Сэдрик слушал молча и внимательно. А когда Тьяро закончил подробный, но быстрый рассказ, вскочил и ответил жестко:

– Какая же ты, Тьяро, все-таки тварь! Я тебе, конечно, друг, даже брат и всегда буду рядом, но только попробуй сейчас сказать, что ни в чем не виноват! Так вот почему ты перестал шататься по южным морям последнее время! А я-то думал: Тери обо мне позаботился. Чтобы другу не приходилось надолго покидать Гресколл. А ничего подобного! На Кондора, оказывается, сам Алькинур охоту открыл! И почему я узнаю обо всем только сейчас, уже оказавшись с тобой в одной клетке?! Знаешь, я бы на месте шахова старика давно б из тебя отбивную сделал. Да что там старик. Мне и на своем месте очень хочется тебе врезать! Даже не врезать, а выпороть! Как последнего сумасбродного капризного мальчишку выпороть! Только ведь не поможет… Ты ж у нас всегда прав и никогда ни в чем не виноват!

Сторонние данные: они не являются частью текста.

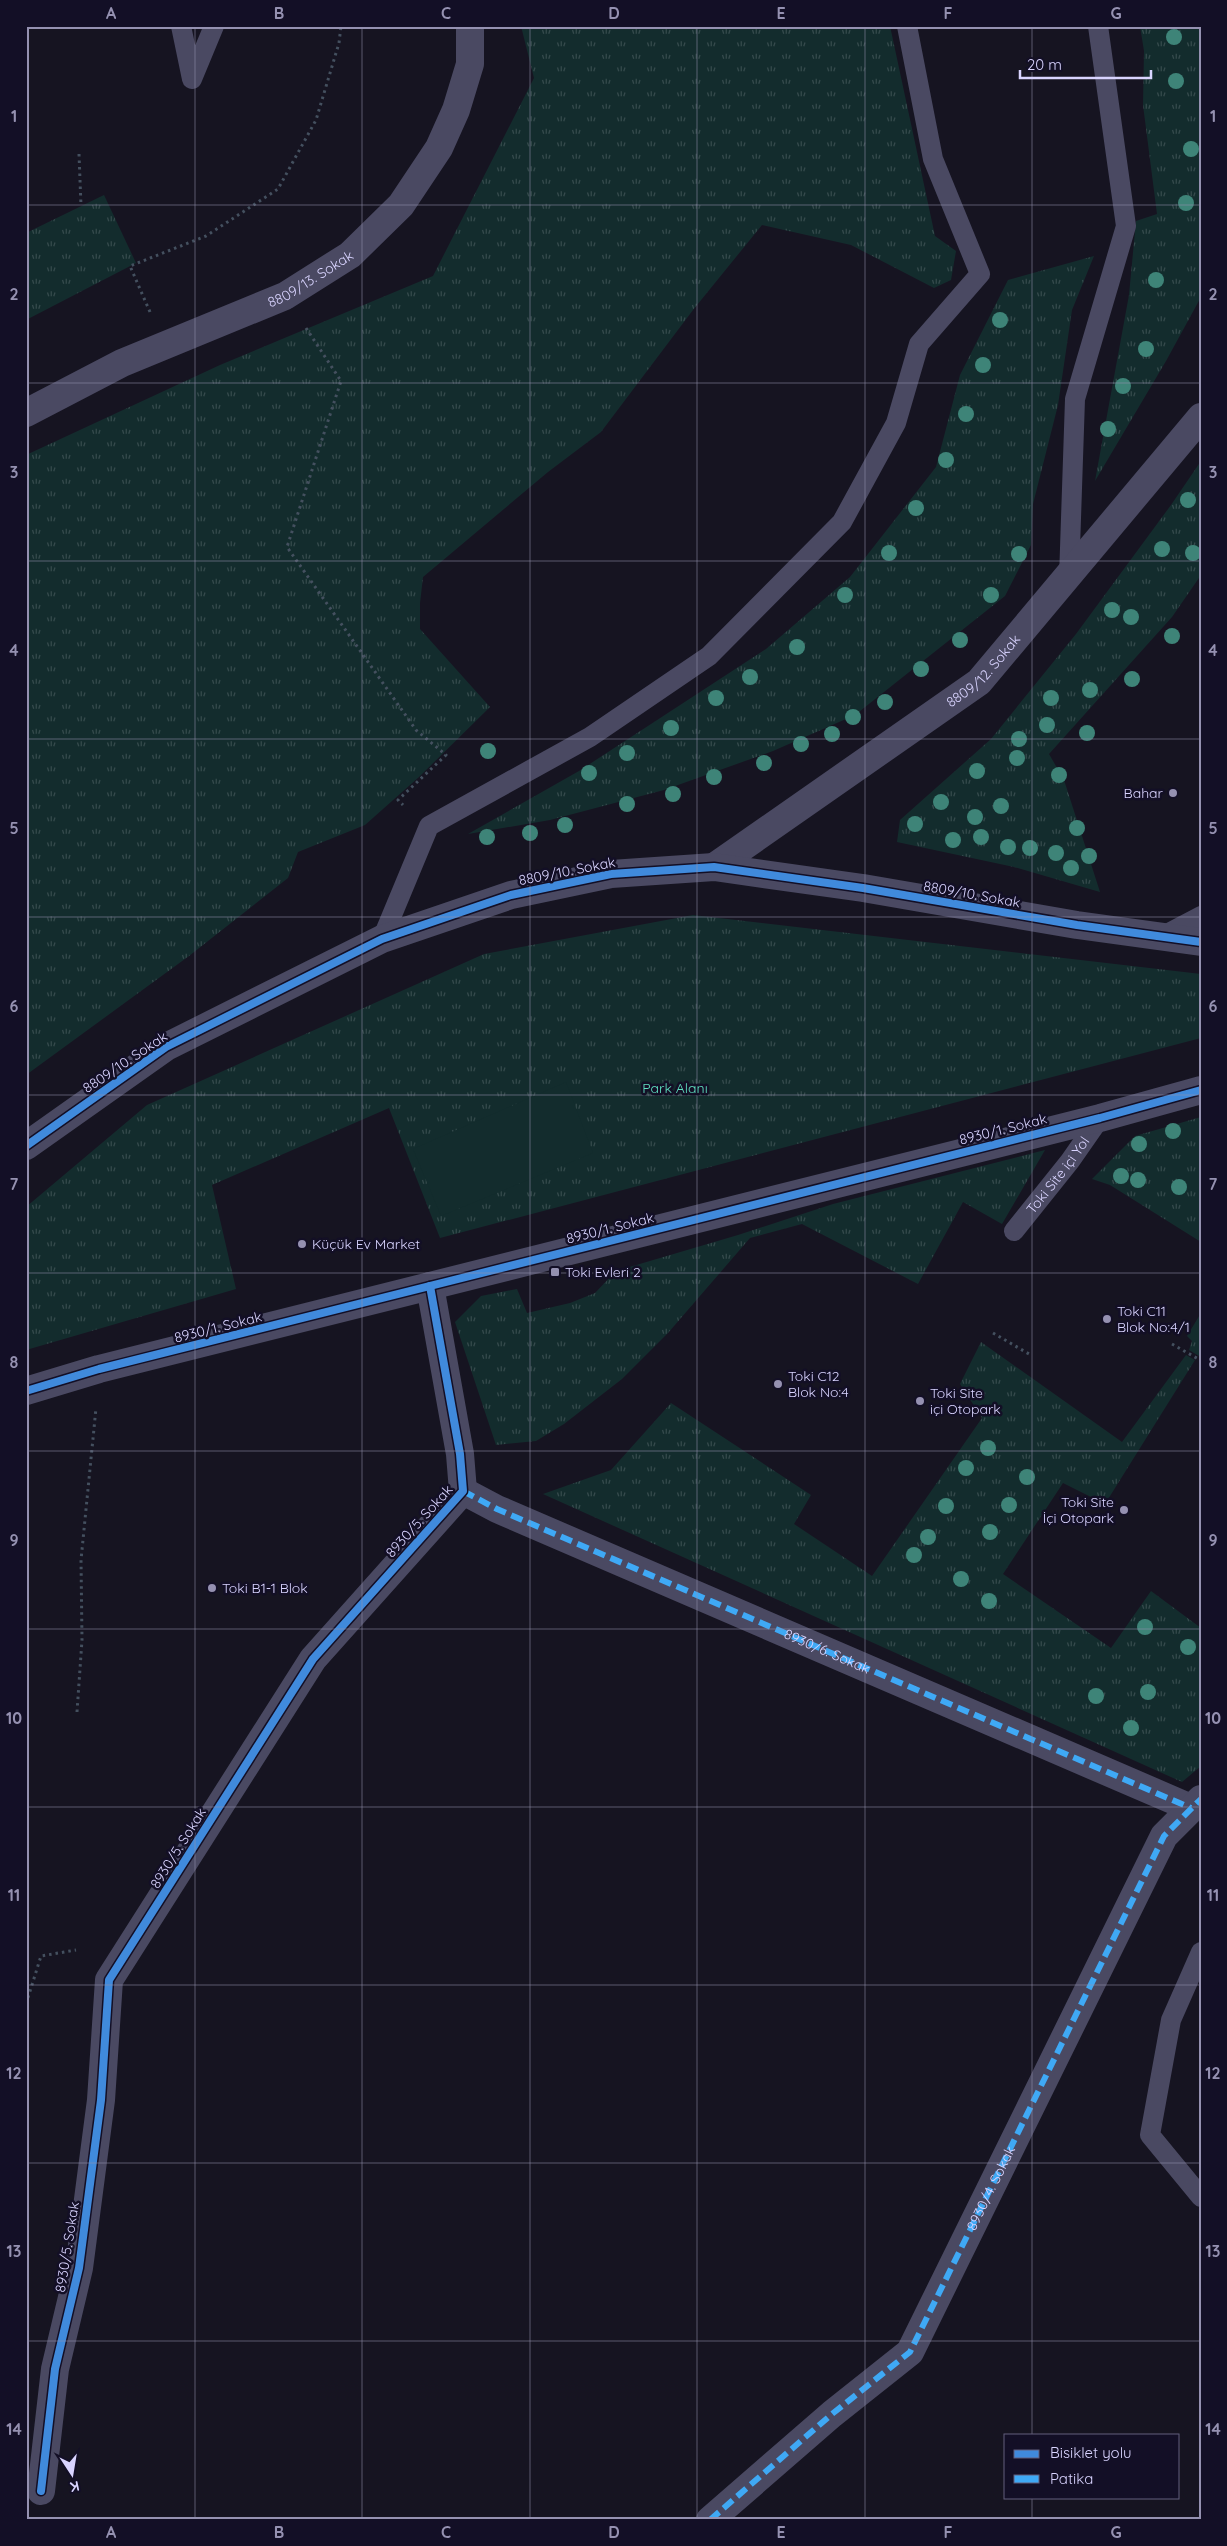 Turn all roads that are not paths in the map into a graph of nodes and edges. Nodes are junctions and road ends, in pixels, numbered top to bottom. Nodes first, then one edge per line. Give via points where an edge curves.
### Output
1 (181, 26) edge
2 (214, 26) edge
3 (470, 26) edge
4 (907, 26) edge
5 (1098, 26) edge
6 (26, 413) edge
7 (1201, 417) edge
8 (1069, 578) junction
9 (714, 867) junction
10 (1201, 916) edge
11 (1161, 937) junction
12 (382, 939) junction
13 (1201, 942) edge
14 (1201, 1090) edge
15 (1100, 1118) junction
16 (26, 1146) edge
17 (1014, 1231) dead end
18 (430, 1286) junction
19 (26, 1391) edge
20 (463, 1491) junction
21 (1196, 1804) edge
22 (1201, 1952) edge
23 (1201, 2197) edge
24 (41, 2491) dead end
25 (710, 2520) edge

1 - 2 lane via 192,79
3 - 6 street, 8809/13. Sokak via 470,64 456,110 439,148 402,205 350,255 285,296 122,363
4 - 12 lane via 933,159 980,274 919,344 896,423 842,522 709,656 590,737 429,826
5 - 8 lane via 1126,226 1075,399
7 - 8 street, 8809/12. Sokak
8 - 9 street, 8809/12. Sokak via 979,682
9 - 11 street, 8809/10. Sokak
9 - 12 street, 8809/10. Sokak via 611,874 520,893
10 - 11 lane
11 - 13 street, 8809/10. Sokak
12 - 16 street, 8809/10. Sokak via 166,1047
14 - 15 street, 8930/1. Sokak
15 - 17 lane, Toki Site içi Yol
15 - 18 street, 8930/1. Sokak
18 - 19 street, 8930/1. Sokak via 99,1369
18 - 20 street, 8930/5. Sokak via 460,1454
20 - 21 street, 8930/6. Sokak via 497,1509
20 - 24 street, 8930/5. Sokak via 313,1659 109,1980 101,2100 78,2268 55,2369
21 - 25 street, 8930/4. Sokak via 1164,1836 910,2352 832,2414
22 - 23 lane via 1171,2020 1150,2135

Сэдрик немного успокоился, прекратил мерить комнату шагами и сел напротив Тьяро. А тот, как-то непривычно беззащитно глянув на него, тихо произнес:

– Не всегда… Прости меня, брат, если сможешь…

С Тордальда моментально схлынула вся злость. Такого Кондора он видел второй раз в жизни. И его хотелось уже не бить, а защищать от всех и вся любой ценой, несмотря ни на что. Сэд шумно выдохнул и примирительно сказал с горькой улыбкой:

– А куда я денусь, Тери? Прощаю… Что… Что будем делать дальше?

– Дальше? – переспросил вновь ставший решительным Тьяро, мрачнея. – Что прикажут. Клятву ведь нарушать нельзя. Нам придется послушно тащиться во дворец. Это магия дракона, и я перед ней бессилен. В общем, я сейчас даже не селедка, а планктон, пока не увижу шаха.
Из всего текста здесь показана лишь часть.